If a line below includes the string "edges", copy it.

▸ Stored data:
*****

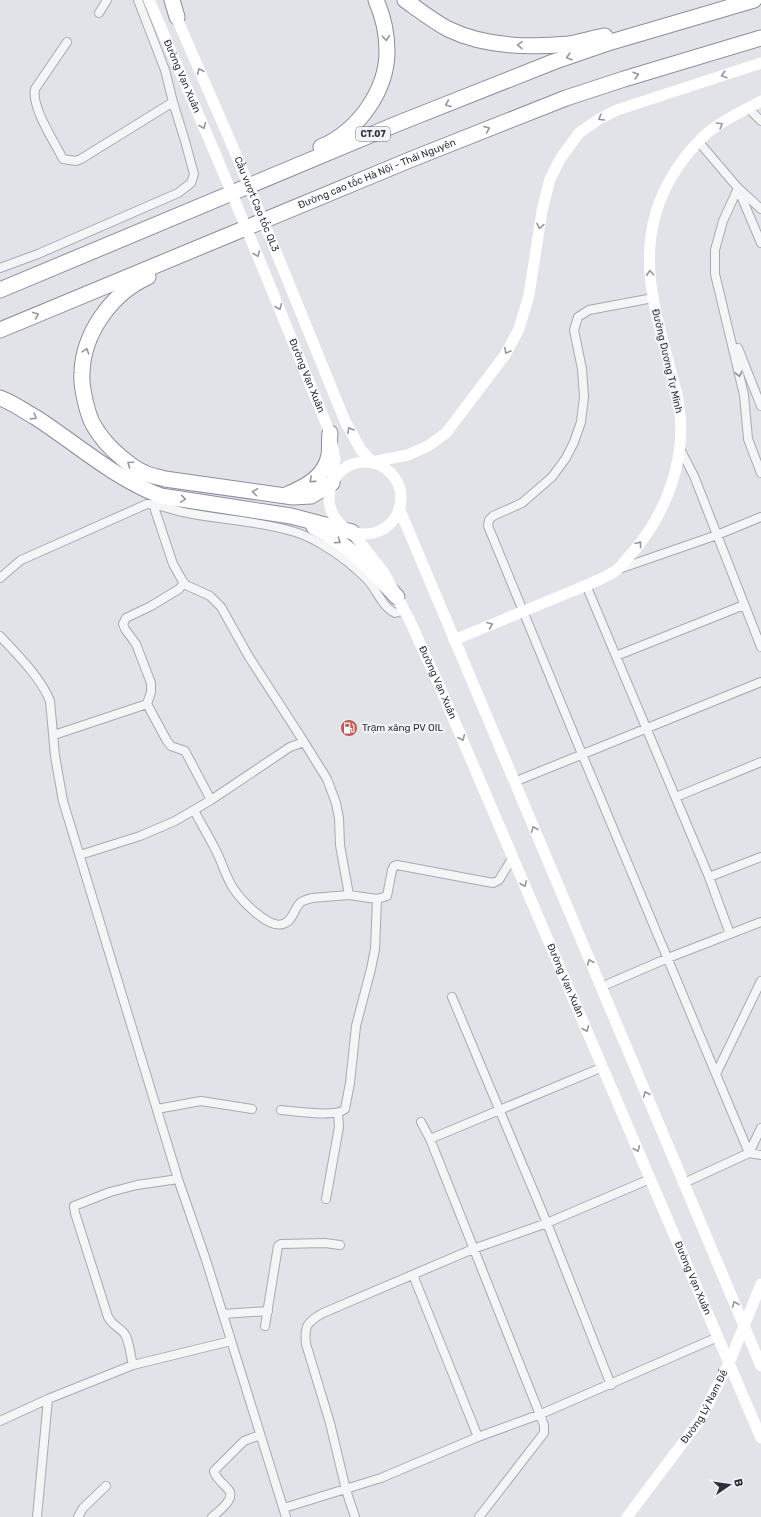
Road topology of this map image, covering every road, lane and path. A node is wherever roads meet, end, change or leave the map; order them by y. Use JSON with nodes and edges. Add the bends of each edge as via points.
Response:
{"nodes":[{"id":1,"x":107,"y":0,"type":"edge"},
{"id":2,"x":138,"y":0,"type":"edge"},
{"id":3,"x":149,"y":0,"type":"edge"},
{"id":4,"x":169,"y":0,"type":"edge"},
{"id":5,"x":172,"y":0,"type":"edge"},
{"id":6,"x":376,"y":0,"type":"edge"},
{"id":7,"x":405,"y":0,"type":"edge"},
{"id":8,"x":750,"y":0,"type":"edge"},
{"id":9,"x":754,"y":0,"type":"edge"},
{"id":10,"x":99,"y":13,"type":"dead end"},
{"id":11,"x":176,"y":17,"type":"junction"},
{"id":12,"x":761,"y":38,"type":"edge"},
{"id":13,"x":67,"y":42,"type":"dead end"},
{"id":14,"x":761,"y":63,"type":"edge"},
{"id":15,"x":761,"y":101,"type":"edge"},
{"id":16,"x":172,"y":102,"type":"junction"},
{"id":17,"x":748,"y":108,"type":"junction"},
{"id":18,"x":761,"y":121,"type":"edge"},
{"id":19,"x":698,"y":141,"type":"junction"},
{"id":20,"x":232,"y":145,"type":"joint"},
{"id":21,"x":215,"y":153,"type":"joint"},
{"id":22,"x":412,"y":159,"type":"junction"},
{"id":23,"x":738,"y":188,"type":"junction"},
{"id":24,"x":761,"y":209,"type":"edge"},
{"id":25,"x":761,"y":243,"type":"edge"},
{"id":26,"x":281,"y":264,"type":"joint"},
{"id":27,"x":0,"y":268,"type":"edge"},
{"id":28,"x":264,"y":271,"type":"joint"},
{"id":29,"x":0,"y":280,"type":"edge"},
{"id":30,"x":0,"y":290,"type":"edge"},
{"id":31,"x":653,"y":298,"type":"junction"},
{"id":32,"x":728,"y":323,"type":"junction"},
{"id":33,"x":0,"y":330,"type":"edge"},
{"id":34,"x":0,"y":398,"type":"edge"},
{"id":35,"x":761,"y":406,"type":"edge"},
{"id":36,"x":330,"y":433,"type":"junction"},
{"id":37,"x":680,"y":449,"type":"junction"},
{"id":38,"x":372,"y":462,"type":"junction"},
{"id":39,"x":761,"y":473,"type":"edge"},
{"id":40,"x":332,"y":483,"type":"junction"},
{"id":41,"x":284,"y":496,"type":"junction"},
{"id":42,"x":153,"y":504,"type":"junction"},
{"id":43,"x":399,"y":508,"type":"junction"},
{"id":44,"x":292,"y":516,"type":"junction"},
{"id":45,"x":761,"y":517,"type":"edge"},
{"id":46,"x":352,"y":532,"type":"junction"},
{"id":47,"x":717,"y":535,"type":"junction"},
{"id":48,"x":618,"y":569,"type":"junction"},
{"id":49,"x":0,"y":578,"type":"edge"},
{"id":50,"x":184,"y":582,"type":"junction"},
{"id":51,"x":586,"y":585,"type":"junction"},
{"id":52,"x":401,"y":603,"type":"junction"},
{"id":53,"x":744,"y":605,"type":"junction"},
{"id":54,"x":523,"y":612,"type":"junction"},
{"id":55,"x":0,"y":636,"type":"edge"},
{"id":56,"x":454,"y":640,"type":"junction"},
{"id":57,"x":761,"y":646,"type":"edge"},
{"id":58,"x":616,"y":656,"type":"junction"},
{"id":59,"x":761,"y":682,"type":"edge"},
{"id":60,"x":147,"y":704,"type":"junction"},
{"id":61,"x":646,"y":728,"type":"junction"},
{"id":62,"x":54,"y":735,"type":"junction"},
{"id":63,"x":304,"y":742,"type":"junction"},
{"id":64,"x":582,"y":754,"type":"junction"},
{"id":65,"x":761,"y":762,"type":"edge"},
{"id":66,"x":514,"y":782,"type":"junction"},
{"id":67,"x":676,"y":797,"type":"junction"},
{"id":68,"x":212,"y":800,"type":"junction"},
{"id":69,"x":194,"y":810,"type":"junction"},
{"id":70,"x":80,"y":855,"type":"junction"},
{"id":71,"x":513,"y":857,"type":"junction"},
{"id":72,"x":761,"y":857,"type":"edge"},
{"id":73,"x":709,"y":877,"type":"junction"},
{"id":74,"x":349,"y":895,"type":"junction"},
{"id":75,"x":377,"y":899,"type":"junction"},
{"id":76,"x":761,"y":922,"type":"edge"},
{"id":77,"x":730,"y":934,"type":"junction"},
{"id":78,"x":668,"y":958,"type":"junction"},
{"id":79,"x":761,"y":981,"type":"edge"},
{"id":80,"x":601,"y":987,"type":"junction"},
{"id":81,"x":452,"y":997,"type":"dead end"},
{"id":82,"x":603,"y":1067,"type":"junction"},
{"id":83,"x":716,"y":1074,"type":"junction"},
{"id":84,"x":252,"y":1108,"type":"dead end"},
{"id":85,"x":157,"y":1109,"type":"junction"},
{"id":86,"x":281,"y":1110,"type":"dead end"},
{"id":87,"x":499,"y":1110,"type":"junction"},
{"id":88,"x":338,"y":1113,"type":"junction"},
{"id":89,"x":421,"y":1122,"type":"dead end"},
{"id":90,"x":761,"y":1128,"type":"edge"},
{"id":91,"x":430,"y":1139,"type":"junction"},
{"id":92,"x":749,"y":1153,"type":"junction"},
{"id":93,"x":761,"y":1155,"type":"edge"},
{"id":94,"x":178,"y":1179,"type":"junction"},
{"id":95,"x":650,"y":1179,"type":"junction"},
{"id":96,"x":684,"y":1183,"type":"junction"},
{"id":97,"x":326,"y":1198,"type":"dead end"},
{"id":98,"x":546,"y":1223,"type":"junction"},
{"id":99,"x":340,"y":1245,"type":"dead end"},
{"id":100,"x":474,"y":1249,"type":"junction"},
{"id":101,"x":413,"y":1275,"type":"junction"},
{"id":102,"x":761,"y":1284,"type":"edge"},
{"id":103,"x":268,"y":1311,"type":"junction"},
{"id":104,"x":223,"y":1314,"type":"junction"},
{"id":105,"x":744,"y":1325,"type":"junction"},
{"id":106,"x":265,"y":1326,"type":"dead end"},
{"id":107,"x":718,"y":1337,"type":"junction"},
{"id":108,"x":231,"y":1341,"type":"junction"},
{"id":109,"x":729,"y":1364,"type":"junction"},
{"id":110,"x":133,"y":1365,"type":"junction"},
{"id":111,"x":761,"y":1366,"type":"edge"},
{"id":112,"x":611,"y":1384,"type":"junction"},
{"id":113,"x":48,"y":1399,"type":"junction"},
{"id":114,"x":541,"y":1414,"type":"junction"},
{"id":115,"x":0,"y":1421,"type":"edge"},
{"id":116,"x":260,"y":1435,"type":"junction"},
{"id":117,"x":478,"y":1437,"type":"junction"},
{"id":118,"x":761,"y":1438,"type":"edge"},
{"id":119,"x":106,"y":1486,"type":"dead end"},
{"id":120,"x":346,"y":1490,"type":"junction"},
{"id":121,"x":284,"y":1508,"type":"junction"},
{"id":122,"x":37,"y":1517,"type":"edge"},
{"id":123,"x":78,"y":1517,"type":"edge"},
{"id":124,"x":212,"y":1517,"type":"edge"},
{"id":125,"x":286,"y":1517,"type":"edge"},
{"id":126,"x":355,"y":1517,"type":"edge"},
{"id":127,"x":479,"y":1517,"type":"edge"},
{"id":128,"x":627,"y":1517,"type":"edge"}],
"edges":[{"from":1,"to":10,"type":"street"},
{"from":2,"to":16,"type":"street","via":[[163,64]]},
{"from":3,"to":21,"type":"main road","name":"Đường Vạn Xuân","one_way":true},
{"from":4,"to":11,"type":"main road","name":"Đường Vạn Xuân"},
{"from":5,"to":11,"type":"highway"},
{"from":6,"to":29,"type":"highway","one_way":true,"via":[[386,33],[384,74],[375,97],[353,126],[343,134],[316,149]]},
{"from":8,"to":7,"type":"highway","one_way":true,"via":[[670,16],[570,44],[530,46],[502,45],[476,40],[449,29]]},
{"from":9,"to":30,"type":"highway","number":"CT.07","one_way":true,"via":[[611,42],[553,62],[399,123]]},
{"from":20,"to":11,"type":"main road","name":"Đường Vạn Xuân","one_way":true},
{"from":22,"to":12,"type":"highway","name":"Đường cao tốc Hà Nội - Thái Nguyên","one_way":true,"via":[[566,98]]},
{"from":13,"to":16,"type":"street","via":[[34,93],[38,110],[63,159],[76,162]]},
{"from":14,"to":38,"type":"main road","one_way":true,"via":[[617,110],[599,119],[579,134],[560,159],[550,179],[542,211],[529,294],[519,329],[505,355],[446,433],[428,446],[408,455]]},
{"from":15,"to":17,"type":"main road","name":"Đường Dương Tự Minh"},
{"from":16,"to":27,"type":"street","via":[[194,174],[192,183],[178,193]]},
{"from":17,"to":18,"type":"street"},
{"from":19,"to":17,"type":"main road","name":"Đường Dương Tự Minh","one_way":true},
{"from":19,"to":23,"type":"street"},
{"from":31,"to":19,"type":"main road","name":"Đường Dương Tự Minh","one_way":true,"via":[[650,265],[653,220],[674,173]]},
{"from":20,"to":26,"type":"main road","name":"Cầu vượt Cao tốc QL3","bridge":true},
{"from":21,"to":28,"type":"main road","name":"Cầu vượt Cao tốc QL3","one_way":true,"bridge":true},
{"from":33,"to":22,"type":"highway","name":"Đường cao tốc Hà Nội - Thái Nguyên","one_way":true},
{"from":41,"to":22,"type":"highway","one_way":true,"via":[[145,474],[114,452],[93,425],[87,409],[82,373],[90,338],[102,315],[112,303],[141,280],[274,226]]},
{"from":23,"to":24,"type":"street"},
{"from":23,"to":25,"type":"street"},
{"from":23,"to":32,"type":"street","via":[[722,221],[715,250],[715,274]]},
{"from":38,"to":26,"type":"main road","name":"Đường Vạn Xuân","one_way":true,"via":[[361,450],[345,421]]},
{"from":28,"to":36,"type":"main road","name":"Đường Vạn Xuân","one_way":true},
{"from":31,"to":37,"type":"main road","name":"Đường Dương Tự Minh","via":[[679,405]]},
{"from":31,"to":54,"type":"street","via":[[589,310],[578,317],[574,330],[582,369],[584,397],[581,422],[574,442],[552,477],[522,503],[489,520],[488,526]]},
{"from":32,"to":35,"type":"street"},
{"from":32,"to":39,"type":"street","one_way":true,"via":[[744,395],[748,439]]},
{"from":34,"to":44,"type":"highway","one_way":true,"via":[[45,424],[121,477],[143,489],[161,496]]},
{"from":36,"to":40,"type":"main road","name":"Đường Vạn Xuân","via":[[334,460]]},
{"from":36,"to":41,"type":"highway","one_way":true,"via":[[329,456],[324,469],[304,487]]},
{"from":37,"to":47,"type":"street","via":[[694,476]]},
{"from":48,"to":37,"type":"main road","name":"Đường Dương Tự Minh","one_way":true,"via":[[640,544],[665,501]]},
{"from":38,"to":40,"type":"main road","via":[[348,466]]},
{"from":38,"to":43,"type":"main road","via":[[384,467],[399,485]]},
{"from":40,"to":41,"type":"highway","via":[[311,496]]},
{"from":40,"to":46,"type":"main road","via":[[330,507],[342,526]]},
{"from":42,"to":49,"type":"street","via":[[147,504],[28,556]]},
{"from":42,"to":50,"type":"street","via":[[173,564]]},
{"from":42,"to":52,"type":"street","via":[[188,513],[297,532],[346,561],[367,580],[392,611],[395,613]]},
{"from":43,"to":46,"type":"main road","via":[[394,520],[386,528],[375,533]]},
{"from":43,"to":56,"type":"main road"},
{"from":44,"to":46,"type":"highway"},
{"from":44,"to":52,"type":"highway","one_way":true,"via":[[346,547],[368,566]]},
{"from":45,"to":47,"type":"street"},
{"from":46,"to":52,"type":"main road","name":"Đường Vạn Xuân","via":[[384,573]]},
{"from":47,"to":48,"type":"street"},
{"from":47,"to":53,"type":"street"},
{"from":48,"to":51,"type":"main road","name":"Đường Dương Tự Minh"},
{"from":50,"to":60,"type":"street","via":[[168,596],[124,620],[125,629],[136,644],[151,683]]},
{"from":50,"to":63,"type":"street","via":[[210,596],[221,607]]},
{"from":51,"to":54,"type":"main road","name":"Đường Dương Tự Minh"},
{"from":51,"to":58,"type":"street"},
{"from":52,"to":71,"type":"main road","name":"Đường Vạn Xuân","one_way":true},
{"from":53,"to":57,"type":"street"},
{"from":53,"to":58,"type":"street"},
{"from":56,"to":54,"type":"main road","name":"Đường Dương Tự Minh","one_way":true},
{"from":54,"to":64,"type":"street"},
{"from":55,"to":62,"type":"street","via":[[47,694]]},
{"from":56,"to":66,"type":"main road"},
{"from":58,"to":61,"type":"street"},
{"from":59,"to":61,"type":"street"},
{"from":60,"to":62,"type":"street"},
{"from":60,"to":68,"type":"street","via":[[166,741],[171,746],[185,751]]},
{"from":61,"to":64,"type":"street"},
{"from":61,"to":67,"type":"street"},
{"from":62,"to":70,"type":"street","via":[[55,756],[64,801]]},
{"from":63,"to":68,"type":"street","via":[[290,747]]},
{"from":63,"to":74,"type":"street","via":[[327,779],[336,803],[340,846]]},
{"from":64,"to":66,"type":"street"},
{"from":64,"to":78,"type":"street"},
{"from":65,"to":67,"type":"street"},
{"from":80,"to":66,"type":"main road","one_way":true},
{"from":67,"to":73,"type":"street"},
{"from":68,"to":69,"type":"street"},
{"from":69,"to":70,"type":"street","via":[[175,822],[140,836]]},
{"from":69,"to":74,"type":"street","via":[[233,888],[261,917],[277,925],[282,924],[287,922],[306,900]]},
{"from":70,"to":85,"type":"street"},
{"from":71,"to":75,"type":"street","via":[[499,880],[493,883],[397,865],[392,870],[388,896]]},
{"from":71,"to":82,"type":"main road","name":"Đường Vạn Xuân","one_way":true},
{"from":72,"to":73,"type":"street"},
{"from":73,"to":77,"type":"street"},
{"from":74,"to":75,"type":"street"},
{"from":75,"to":88,"type":"street","via":[[375,949],[356,1026],[346,1105]]},
{"from":76,"to":77,"type":"street"},
{"from":77,"to":78,"type":"street"},
{"from":78,"to":80,"type":"street"},
{"from":78,"to":83,"type":"street"},
{"from":79,"to":83,"type":"street"},
{"from":96,"to":80,"type":"main road","one_way":true},
{"from":81,"to":87,"type":"street"},
{"from":82,"to":87,"type":"street"},
{"from":82,"to":95,"type":"main road","name":"Đường Vạn Xuân","one_way":true},
{"from":83,"to":92,"type":"street"},
{"from":84,"to":85,"type":"street","via":[[201,1101]]},
{"from":85,"to":94,"type":"street"},
{"from":86,"to":88,"type":"street"},
{"from":87,"to":91,"type":"street"},
{"from":87,"to":98,"type":"street"},
{"from":88,"to":97,"type":"street","via":[[339,1127]]},
{"from":89,"to":91,"type":"street"},
{"from":90,"to":92,"type":"street"},
{"from":91,"to":100,"type":"street"},
{"from":92,"to":93,"type":"street"},
{"from":92,"to":96,"type":"street"},
{"from":94,"to":104,"type":"street"},
{"from":94,"to":110,"type":"street","via":[[110,1192],[74,1206],[108,1317],[114,1326],[123,1332]]},
{"from":95,"to":98,"type":"street"},
{"from":95,"to":107,"type":"main road","name":"Đường Vạn Xuân"},
{"from":105,"to":96,"type":"main road","one_way":true},
{"from":98,"to":100,"type":"street"},
{"from":98,"to":112,"type":"street"},
{"from":99,"to":103,"type":"street","via":[[281,1244],[277,1248]]},
{"from":100,"to":101,"type":"street"},
{"from":100,"to":114,"type":"street"},
{"from":101,"to":117,"type":"street"},
{"from":101,"to":120,"type":"street","via":[[323,1313],[307,1326],[306,1344],[330,1423]]},
{"from":102,"to":105,"type":"main road","name":"Đường Lý Nam Đế"},
{"from":103,"to":104,"type":"street"},
{"from":103,"to":106,"type":"street"},
{"from":104,"to":108,"type":"street"},
{"from":105,"to":109,"type":"main road","name":"Đường Lý Nam Đế"},
{"from":105,"to":111,"type":"main road"},
{"from":107,"to":109,"type":"main road","name":"Đường Vạn Xuân"},
{"from":107,"to":112,"type":"street"},
{"from":108,"to":110,"type":"street"},
{"from":108,"to":116,"type":"street"},
{"from":109,"to":118,"type":"main road","name":"Đường Vạn Xuân"},
{"from":109,"to":128,"type":"main road","name":"Đường Lý Nam Đế","via":[[700,1420]]},
{"from":110,"to":113,"type":"street"},
{"from":112,"to":114,"type":"street"},
{"from":113,"to":115,"type":"street"},
{"from":113,"to":122,"type":"street"},
{"from":114,"to":117,"type":"street"},
{"from":114,"to":127,"type":"street","via":[[544,1433]]},
{"from":116,"to":121,"type":"street"},
{"from":116,"to":124,"type":"street","via":[[244,1441],[214,1471],[228,1489],[230,1496],[222,1509]]},
{"from":117,"to":120,"type":"street"},
{"from":119,"to":123,"type":"street","via":[[83,1508]]},
{"from":120,"to":121,"type":"street"},
{"from":120,"to":126,"type":"street"},
{"from":121,"to":125,"type":"street"}]}
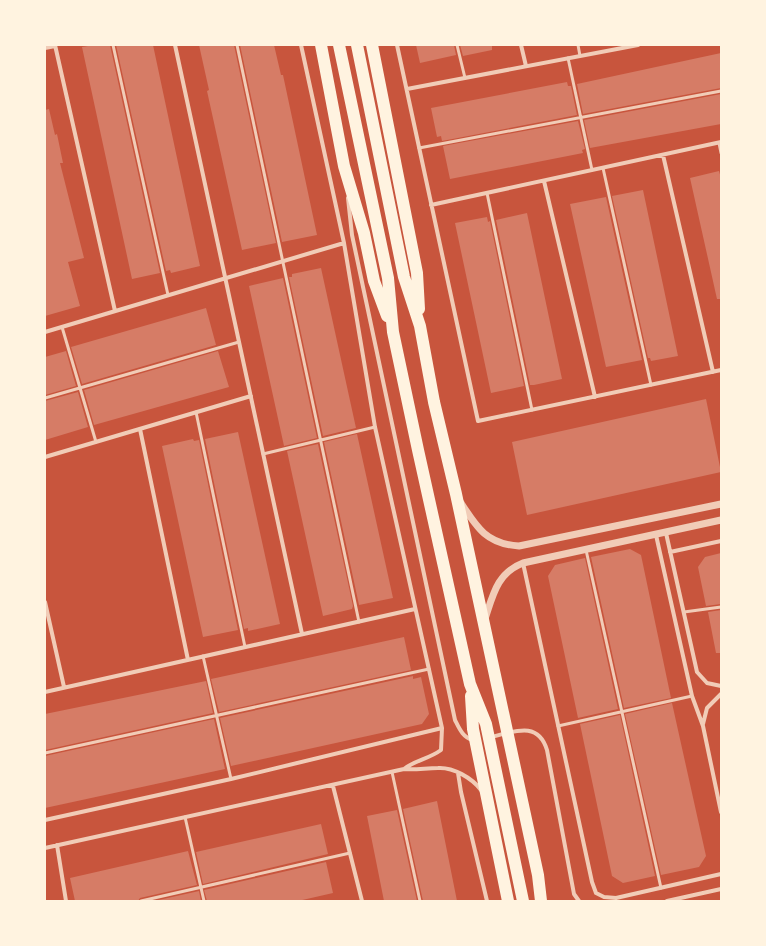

*****

▸ Task output:
Road topology of this map image, covering every road, lane and path. A node is wherever roads meet, end, change or leave the map; order them by y. Use JSON with nodes and edges. Add the bends of each edge as via points.
"edges":[{"from":1,"to":10,"type":"street"},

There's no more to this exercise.